Sur le plan opérationnel, le gel des avoirs est une procédure déterminante. Et où, à l’instar des déclarations de soupçons, les départements juridiques des banques y jouent un rôle central. Le gel des avoirs est la transposition d’une résolution 1.267 du Conseil de sécurité de l’ONU. Relayée ainsi par l’article 37 de la loi anti-blanchiment de capitaux. Dès avril 2009, l’Unité a reçu et traité des demandes de gel de biens pour motif d’infraction de terrorisme. Celles-ci émanent bien entendu d’autorités internationales habilitées à enquêter.

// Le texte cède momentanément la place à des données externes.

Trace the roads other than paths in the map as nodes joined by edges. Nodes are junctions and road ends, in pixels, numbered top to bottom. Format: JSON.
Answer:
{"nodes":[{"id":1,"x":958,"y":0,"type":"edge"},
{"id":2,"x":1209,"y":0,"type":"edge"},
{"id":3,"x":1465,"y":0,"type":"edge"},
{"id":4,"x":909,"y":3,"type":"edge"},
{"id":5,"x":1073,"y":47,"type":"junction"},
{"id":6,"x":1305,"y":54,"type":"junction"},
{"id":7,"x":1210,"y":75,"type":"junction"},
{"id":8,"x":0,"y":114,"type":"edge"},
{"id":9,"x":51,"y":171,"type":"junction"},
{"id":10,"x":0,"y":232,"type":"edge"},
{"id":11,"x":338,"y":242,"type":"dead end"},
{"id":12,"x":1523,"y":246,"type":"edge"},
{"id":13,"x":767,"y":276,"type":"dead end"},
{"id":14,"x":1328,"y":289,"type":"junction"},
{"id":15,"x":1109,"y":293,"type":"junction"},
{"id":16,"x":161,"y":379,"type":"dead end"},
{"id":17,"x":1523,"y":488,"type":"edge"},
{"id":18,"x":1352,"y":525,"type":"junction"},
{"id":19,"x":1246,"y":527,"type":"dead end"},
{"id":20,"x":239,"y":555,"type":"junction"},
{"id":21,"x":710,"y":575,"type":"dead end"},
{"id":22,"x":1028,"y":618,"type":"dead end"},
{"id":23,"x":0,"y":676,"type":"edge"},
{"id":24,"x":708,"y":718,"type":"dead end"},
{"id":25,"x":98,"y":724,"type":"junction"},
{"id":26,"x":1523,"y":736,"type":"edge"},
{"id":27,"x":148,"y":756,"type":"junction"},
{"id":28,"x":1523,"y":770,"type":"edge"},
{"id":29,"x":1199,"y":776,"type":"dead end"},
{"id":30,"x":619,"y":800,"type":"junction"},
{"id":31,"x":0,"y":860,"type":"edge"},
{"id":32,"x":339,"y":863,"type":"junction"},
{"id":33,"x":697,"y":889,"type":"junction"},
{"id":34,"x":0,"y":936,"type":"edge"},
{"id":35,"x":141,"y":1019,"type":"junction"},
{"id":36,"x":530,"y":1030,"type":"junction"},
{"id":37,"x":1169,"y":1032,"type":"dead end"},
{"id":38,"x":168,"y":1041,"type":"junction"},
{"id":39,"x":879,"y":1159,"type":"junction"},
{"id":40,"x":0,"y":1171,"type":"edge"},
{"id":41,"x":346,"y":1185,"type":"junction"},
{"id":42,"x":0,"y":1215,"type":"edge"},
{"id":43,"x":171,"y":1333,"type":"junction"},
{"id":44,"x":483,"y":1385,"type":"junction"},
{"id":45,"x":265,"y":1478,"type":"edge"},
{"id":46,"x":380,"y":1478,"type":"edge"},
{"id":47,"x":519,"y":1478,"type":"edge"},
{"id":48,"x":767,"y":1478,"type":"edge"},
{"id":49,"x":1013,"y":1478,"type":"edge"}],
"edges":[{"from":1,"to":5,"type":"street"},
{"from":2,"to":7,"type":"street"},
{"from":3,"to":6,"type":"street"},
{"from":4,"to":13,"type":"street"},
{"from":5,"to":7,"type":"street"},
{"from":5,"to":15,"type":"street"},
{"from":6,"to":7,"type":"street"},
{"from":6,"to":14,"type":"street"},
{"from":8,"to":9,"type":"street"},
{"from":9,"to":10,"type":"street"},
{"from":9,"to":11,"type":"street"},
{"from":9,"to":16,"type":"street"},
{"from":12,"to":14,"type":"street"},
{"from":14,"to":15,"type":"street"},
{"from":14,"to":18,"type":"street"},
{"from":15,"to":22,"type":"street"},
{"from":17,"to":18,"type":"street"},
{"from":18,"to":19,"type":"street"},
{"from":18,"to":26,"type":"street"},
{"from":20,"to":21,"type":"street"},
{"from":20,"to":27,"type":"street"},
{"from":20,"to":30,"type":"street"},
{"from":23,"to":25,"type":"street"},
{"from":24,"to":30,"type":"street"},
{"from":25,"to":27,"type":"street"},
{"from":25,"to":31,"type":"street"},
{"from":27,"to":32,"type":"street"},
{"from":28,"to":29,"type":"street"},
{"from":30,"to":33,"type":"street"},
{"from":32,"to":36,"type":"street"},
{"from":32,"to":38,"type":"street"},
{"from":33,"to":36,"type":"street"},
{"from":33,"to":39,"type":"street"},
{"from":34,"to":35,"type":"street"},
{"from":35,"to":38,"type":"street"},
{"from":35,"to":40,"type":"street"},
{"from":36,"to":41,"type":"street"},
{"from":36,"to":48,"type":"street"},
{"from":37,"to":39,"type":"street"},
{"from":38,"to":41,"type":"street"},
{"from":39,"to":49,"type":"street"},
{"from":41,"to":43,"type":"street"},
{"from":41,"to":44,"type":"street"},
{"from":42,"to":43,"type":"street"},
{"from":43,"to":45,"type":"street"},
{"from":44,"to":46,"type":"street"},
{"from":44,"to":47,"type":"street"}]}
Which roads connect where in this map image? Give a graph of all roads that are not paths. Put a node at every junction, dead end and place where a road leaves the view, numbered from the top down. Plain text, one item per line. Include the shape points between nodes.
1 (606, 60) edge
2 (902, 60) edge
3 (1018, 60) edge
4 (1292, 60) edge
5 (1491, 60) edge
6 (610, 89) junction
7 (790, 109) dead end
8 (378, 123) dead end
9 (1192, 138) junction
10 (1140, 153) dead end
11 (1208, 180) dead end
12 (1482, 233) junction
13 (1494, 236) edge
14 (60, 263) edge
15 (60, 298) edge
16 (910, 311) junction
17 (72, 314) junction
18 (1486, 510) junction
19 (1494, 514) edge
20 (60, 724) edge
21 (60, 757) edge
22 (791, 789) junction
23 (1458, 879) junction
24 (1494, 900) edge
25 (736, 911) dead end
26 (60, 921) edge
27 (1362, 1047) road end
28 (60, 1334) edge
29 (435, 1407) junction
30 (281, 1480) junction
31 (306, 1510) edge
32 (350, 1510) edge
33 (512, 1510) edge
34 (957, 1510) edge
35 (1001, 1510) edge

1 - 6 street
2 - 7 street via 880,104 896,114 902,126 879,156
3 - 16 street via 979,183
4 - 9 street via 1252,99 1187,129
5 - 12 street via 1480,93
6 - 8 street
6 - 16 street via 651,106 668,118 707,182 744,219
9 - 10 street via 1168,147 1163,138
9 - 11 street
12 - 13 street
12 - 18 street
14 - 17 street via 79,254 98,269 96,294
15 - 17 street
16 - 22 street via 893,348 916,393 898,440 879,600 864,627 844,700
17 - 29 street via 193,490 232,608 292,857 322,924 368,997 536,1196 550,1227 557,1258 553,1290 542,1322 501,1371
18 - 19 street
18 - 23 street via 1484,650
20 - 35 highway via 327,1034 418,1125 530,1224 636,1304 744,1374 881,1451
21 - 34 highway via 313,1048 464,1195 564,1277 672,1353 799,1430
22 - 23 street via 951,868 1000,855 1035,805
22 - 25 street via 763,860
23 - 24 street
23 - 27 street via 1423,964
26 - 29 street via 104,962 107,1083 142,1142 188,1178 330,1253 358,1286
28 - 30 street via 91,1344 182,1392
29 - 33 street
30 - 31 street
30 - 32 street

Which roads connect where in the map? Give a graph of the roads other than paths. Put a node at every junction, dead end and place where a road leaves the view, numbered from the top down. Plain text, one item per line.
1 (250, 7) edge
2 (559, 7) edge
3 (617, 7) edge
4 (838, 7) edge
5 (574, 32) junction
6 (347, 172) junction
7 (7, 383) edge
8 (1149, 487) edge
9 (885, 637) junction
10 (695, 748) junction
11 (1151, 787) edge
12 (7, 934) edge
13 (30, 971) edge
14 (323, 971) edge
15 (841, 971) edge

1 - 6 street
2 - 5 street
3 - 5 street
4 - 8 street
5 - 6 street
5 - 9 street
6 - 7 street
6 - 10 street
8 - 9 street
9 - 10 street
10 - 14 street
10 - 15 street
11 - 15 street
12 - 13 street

L’URF a d’ailleurs «convenu avec le ministère des Affaires étrangères» d’une procédure bien définie.
La liste des suspects -communiquée de l’étranger- «n’a révélé aucune détention d’avoirs» aux noms des personnes physiques ou morales. Le rapport des Renseignements financiers indique en revanche «l’existence de cas exceptionnels», dont les biens étaient gelés avant la création de l’Unité anti-blanchiment. Aucune statistique n’est mentionnée. Sur quelle base juridique ces procédures ont été faites? La loi pénale de 2003, à priori.
Sachant qu’il n’y avait aucun texte régissant à l’époque l’accès aux données personnelles. Ce qui induit que les services secrets marocains s’occupaient depuis longtemps de pister les suspects (terroristes notamment) et leurs biens. D’où d’ailleurs une autre grande interrogation: comment se fait-il que la création de l’URF se fait en avril 2009 et parvient le même mois à «exercer ses attributions en matières de demandes de gel de biens»?
Quoi qu’il en soit l’échange d’information est décisif dans ce milieu. Son efficience est «un critère pour adhérer au Groupe Egmont». Crée en 1995, il regroupe les 118 cellules de renseignements financiers du monde. D’ailleurs le Maroc prépare son adhésion en juin 2011 à ce réseau international d’échange d’informations. Une seule demande a été reçue fin 2009 par l’Unité marocaine. Elle n’a été «satisfaite» qu’en 2010, après l’adoption du règlement intérieur et des procédures d’échange d’informations.


Réformes

LA loi n°43-05 relative à la lutte contre le blanchiment d’argent sera amendée. Le projet de loi, parrainé par l’Unité de traitement du renseignement financier a été adopté par le conseil des ministres le 19 juin 2010. Une première mouture s’est attelée à modifier les règles de vigilance imposées aux établissements financiers notamment. Parallèlement, il y a eu une proposition d’amendement du code pénal. Le ministère de la Justice a sollicité son report. Vu la réforme qu’il prépare: les codes pénal et de procédure pénale -aux côtés du code de commerce notamment- subissent un toilettage. L’Unité demande par ailleurs à ce que la réforme de la législation pénale se fasse dans «les meilleurs délais». C’est «impératif» pour rendre notre dispositif conforme aux normes internationales.